(What the exercise asks): A single number is expected: the count of lines below where the word "ROCKLAND" occurs.
++++++
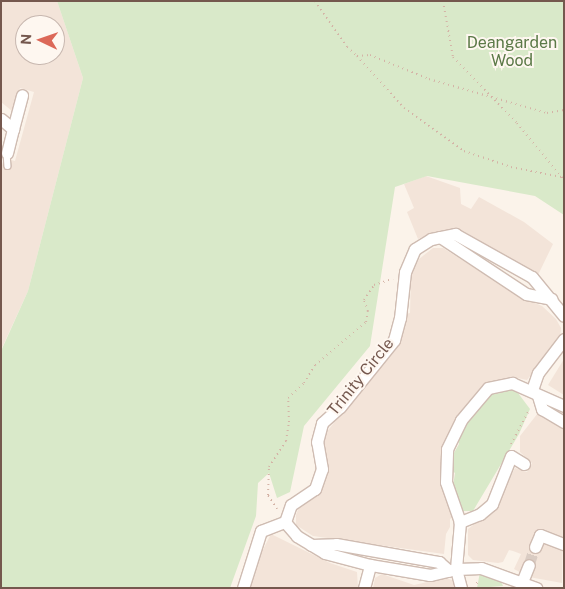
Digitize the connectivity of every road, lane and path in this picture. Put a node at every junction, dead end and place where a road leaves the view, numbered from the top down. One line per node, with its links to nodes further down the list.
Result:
1 (315, 1): 3 (path)
2 (443, 1): 4 (path)
3 (357, 56): 4 (path); 11 (path)
4 (490, 94): 6 (path); 11 (path)
5 (22, 95): 8 (street)
6 (564, 110)
7 (1, 119): 8 (street)
8 (13, 128): 9 (street)
9 (7, 153): 10 (lane)
10 (8, 166)
11 (562, 177): 12 (path)
12 (564, 180)
13 (440, 237): 14 (street, Trinity Circle); 15 (street); 15 (street, Trinity Circle)
14 (404, 272): 23 (street, Trinity Circle); 23 (path)
15 (552, 300): 16 (street, Trinity Circle)
16 (564, 316)
17 (564, 339): 18 (street)
18 (535, 393): 19 (street); 20 (street); 21 (path); 24 (street)
19 (564, 406)
20 (564, 422)
21 (511, 456): 22 (street); 24 (street)
22 (524, 464)
23 (285, 522): 26 (street); 32 (street)
24 (460, 522): 30 (street)
25 (564, 544): 27 (street)
26 (311, 545): 29 (street); 30 (street)
27 (536, 547)
28 (529, 565): 31 (street)
29 (370, 566): 30 (street); 33 (street)
30 (453, 570): 31 (street); 34 (street)
31 (515, 582): 35 (street)
32 (242, 588)
33 (364, 588)
34 (461, 588)
35 (536, 588)

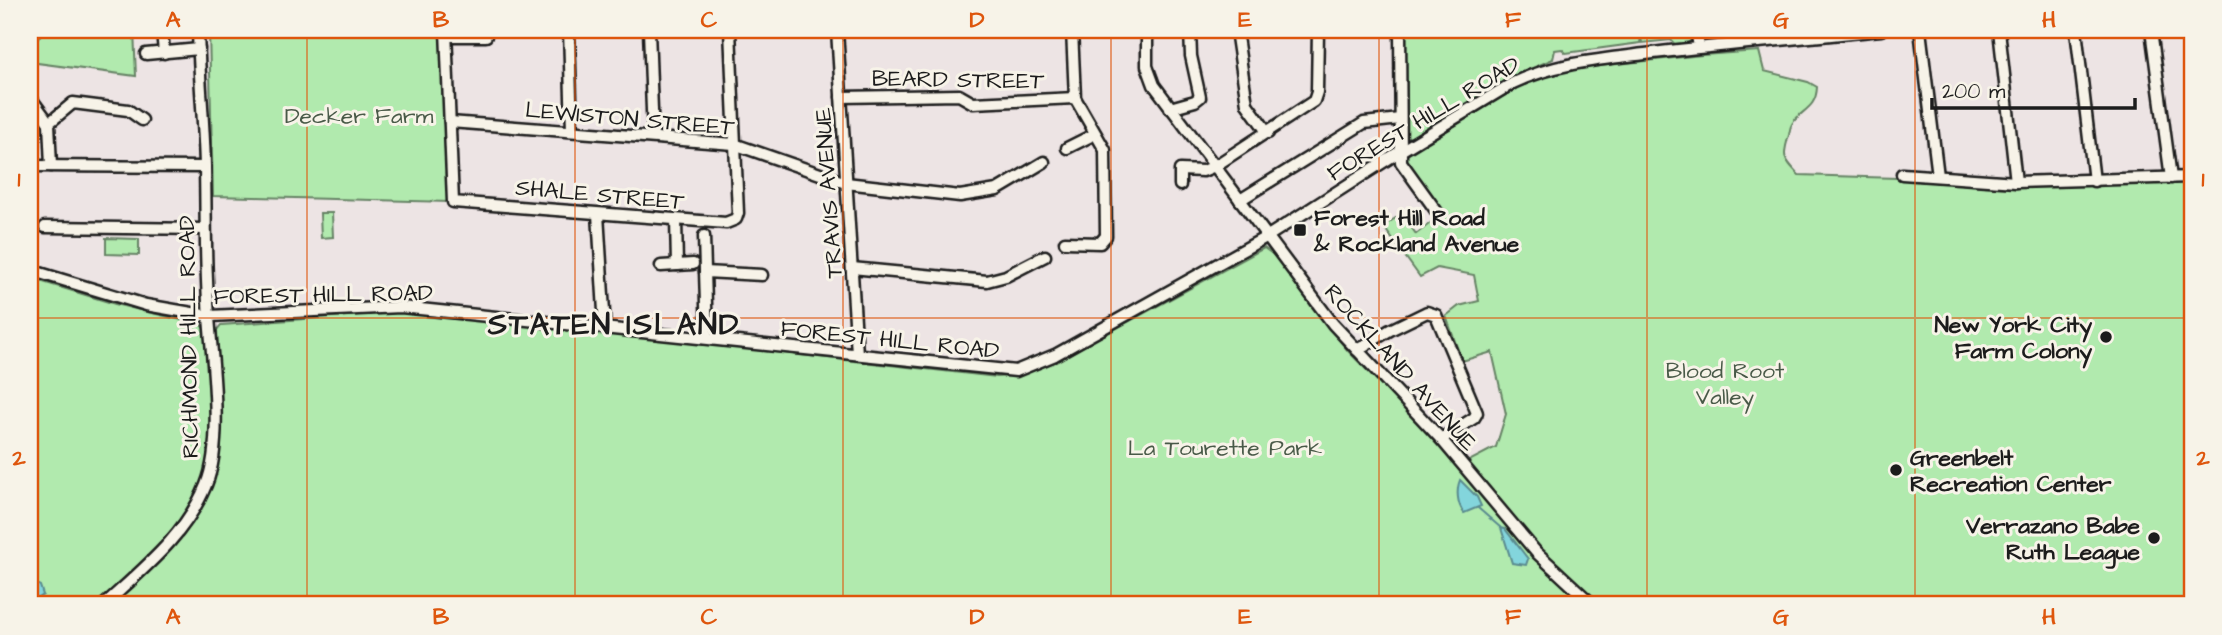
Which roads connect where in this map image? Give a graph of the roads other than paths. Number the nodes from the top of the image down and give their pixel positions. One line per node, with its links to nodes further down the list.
1 (162, 30): 23 (street)
2 (198, 30): 22 (street, RICHMOND HILL ROAD)
3 (569, 30): 33 (street)
4 (649, 30): 36 (street)
5 (730, 30): 37 (street)
6 (837, 30): 26 (street, TRAVIS AVENUE)
7 (1072, 30): 27 (street)
8 (1147, 30): 28 (street, ROCKLAND AVENUE)
9 (1190, 30): 28 (street)
10 (1236, 30): 34 (street)
11 (1318, 30): 34 (street)
12 (1400, 30): 29 (street)
13 (1696, 30): 21 (street)
14 (1881, 30): 21 (street, FOREST HILL ROAD)
15 (1920, 30): 46 (street)
16 (1999, 30): 50 (street)
17 (2076, 30): 49 (street)
18 (2151, 30): 48 (street)
19 (446, 33): 20 (street); 31 (street)
20 (486, 36)
21 (1699, 47): 39 (street, FOREST HILL ROAD)
22 (199, 49): 23 (street); 44 (street, RICHMOND HILL ROAD)
23 (164, 53): 24 (street)
24 (146, 54)
25 (30, 97): 32 (street)
26 (841, 97): 27 (street, BEARD STREET); 51 (street, TRAVIS AVENUE)
27 (1075, 98): 35 (street)
28 (1170, 108): 43 (street, ROCKLAND AVENUE)
29 (1400, 119): 39 (street); 53 (street)
30 (142, 120): 32 (street)
31 (450, 122): 33 (street, LEWISTON STREET); 55 (street, SHALE STREET)
32 (50, 123): 42 (street)
33 (572, 131): 36 (street, LEWISTON STREET)
34 (1268, 133): 43 (street)
35 (1096, 134): 38 (street); 61 (street)
36 (653, 137): 37 (street, LEWISTON STREET)
37 (734, 144): 51 (street, LEWISTON STREET); 56 (street, SHALE STREET)
38 (1067, 148)
39 (1399, 152): 54 (street); 60 (street, FOREST HILL ROAD)
40 (1044, 162): 51 (street, LEWISTON STREET)
41 (30, 166): 42 (street)
42 (51, 166): 44 (street)
43 (1215, 166): 52 (street); 53 (street, ROCKLAND AVENUE)
44 (205, 167): 58 (street, RICHMOND HILL ROAD)
45 (1902, 174): 46 (street)
46 (1938, 176): 50 (street)
47 (2192, 177): 48 (street)
48 (2171, 178): 49 (street)
49 (2094, 181): 50 (street)
50 (2017, 182)
51 (846, 183): 66 (street, TRAVIS AVENUE)
52 (1180, 185)
53 (1240, 200): 60 (street, ROCKLAND AVENUE)
54 (1437, 212)
55 (598, 214): 56 (street, SHALE STREET); 71 (street)
56 (676, 219): 64 (street)
57 (45, 227): 58 (street)
58 (205, 229): 70 (street, RICHMOND HILL ROAD)
59 (704, 236): 68 (street)
60 (1268, 236): 73 (street, ROCKLAND AVENUE); 74 (street, FOREST HILL ROAD)
61 (1065, 243)
62 (1045, 256): 66 (street)
63 (693, 264): 64 (street)
64 (677, 265): 65 (street)
65 (661, 266)
66 (852, 268): 74 (street, TRAVIS AVENUE)
67 (30, 270): 70 (street, FOREST HILL ROAD)
68 (705, 272): 69 (street); 72 (street)
69 (762, 275)
70 (209, 316): 71 (street, FOREST HILL ROAD); 76 (street, RICHMOND HILL ROAD)
71 (605, 328): 72 (street, FOREST HILL ROAD)
72 (707, 338): 74 (street, FOREST HILL ROAD)
73 (1357, 350): 75 (street, ROCKLAND AVENUE); 75 (street)
74 (857, 354)
75 (1441, 439): 77 (street, ROCKLAND AVENUE)
76 (104, 605)
77 (1593, 605)

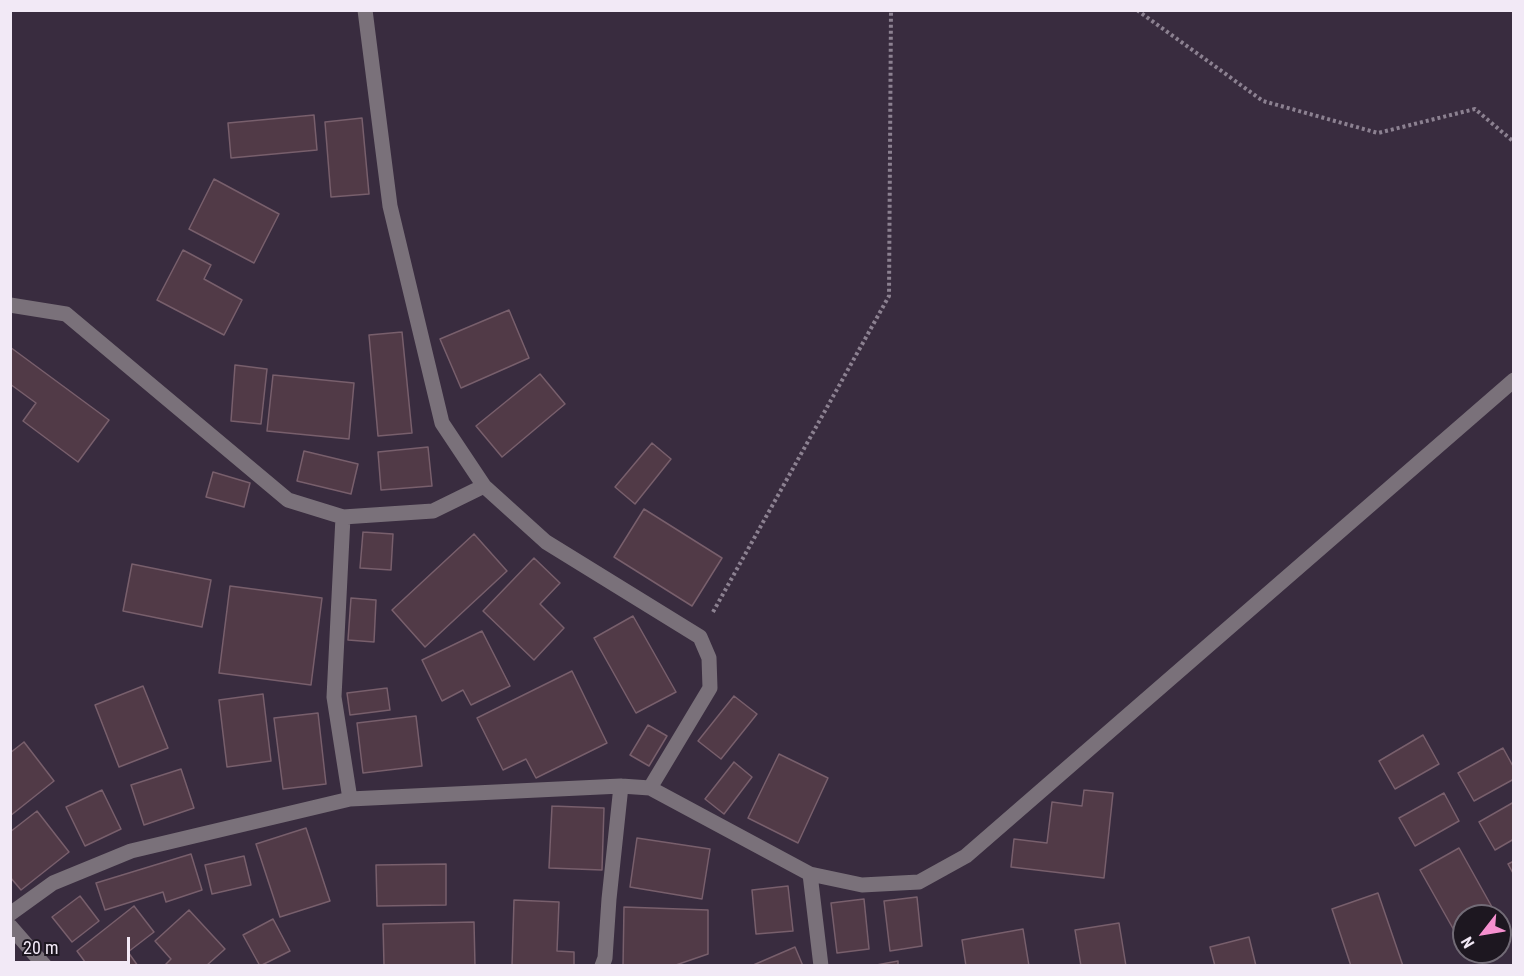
++++++
(Task output): 7